One of our activities was when the neighbour girls and I would sleep on folding lawn chairs in a secluded part of our back yard directly below our breakfast room windows.  Protected from the street lights and hidden between lilacs bushes and the retaining wall for the terrace, all that we could see were back lawns spread out in front of us


We would spend our summer nights in sleeping bags on these lounges until I was twelve. At first we used the old style metal chaise lounges which had a bar that ran directly under our backs when they were fully reclined.  Eventually, our parents began replacing them with chaises that had plastic straps.  These felt so much better and made sleeping much more comfortable - except for those times when someone didn't lock the legs and so a sudden shift in their sleep would sent them to the ground.

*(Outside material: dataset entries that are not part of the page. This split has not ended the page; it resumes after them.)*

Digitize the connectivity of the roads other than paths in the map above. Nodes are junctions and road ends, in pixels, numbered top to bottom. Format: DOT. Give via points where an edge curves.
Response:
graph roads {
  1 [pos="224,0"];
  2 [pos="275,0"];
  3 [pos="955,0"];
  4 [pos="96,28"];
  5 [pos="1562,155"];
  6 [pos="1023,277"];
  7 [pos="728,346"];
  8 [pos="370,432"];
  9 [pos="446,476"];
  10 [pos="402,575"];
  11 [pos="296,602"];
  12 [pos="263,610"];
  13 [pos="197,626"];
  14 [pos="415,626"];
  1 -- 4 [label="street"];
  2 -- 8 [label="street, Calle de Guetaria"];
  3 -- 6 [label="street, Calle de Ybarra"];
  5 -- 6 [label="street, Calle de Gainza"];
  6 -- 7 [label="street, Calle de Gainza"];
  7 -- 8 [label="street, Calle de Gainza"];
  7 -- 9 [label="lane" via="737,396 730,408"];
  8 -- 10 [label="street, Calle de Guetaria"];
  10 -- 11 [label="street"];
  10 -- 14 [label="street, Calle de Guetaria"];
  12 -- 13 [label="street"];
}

The only times we couldn't sleep "under the stars" was during fair week. You see, we lived two blocks from the county fair grounds.  A great location for a kid but uncomfortable for parents.  Once the carnies were out of town, we could go back outside at night again.  My folks and two of my neighbours kept their homes unlocked so that we could run inside if we needed, and sometimes we did.  Usually on nights when it would suddenly rain we would end up on my screened-in porch three stories above my backyard, where we had been sleeping. 


After I turned 12, my Dad took his tent out of hiding in our basement and set it up for us.  This was a tall canvas tent which had an umbrella-like frame and an awning in the front.  Dad decided the tent would work best behind our garage - another secluded area. We had a hedgerow on one side and a huge Jasmine bush on the other, the garage behind us and the two 30 foot Maples overhead. Four of us could sleep comfortably and there we stayed all summer. 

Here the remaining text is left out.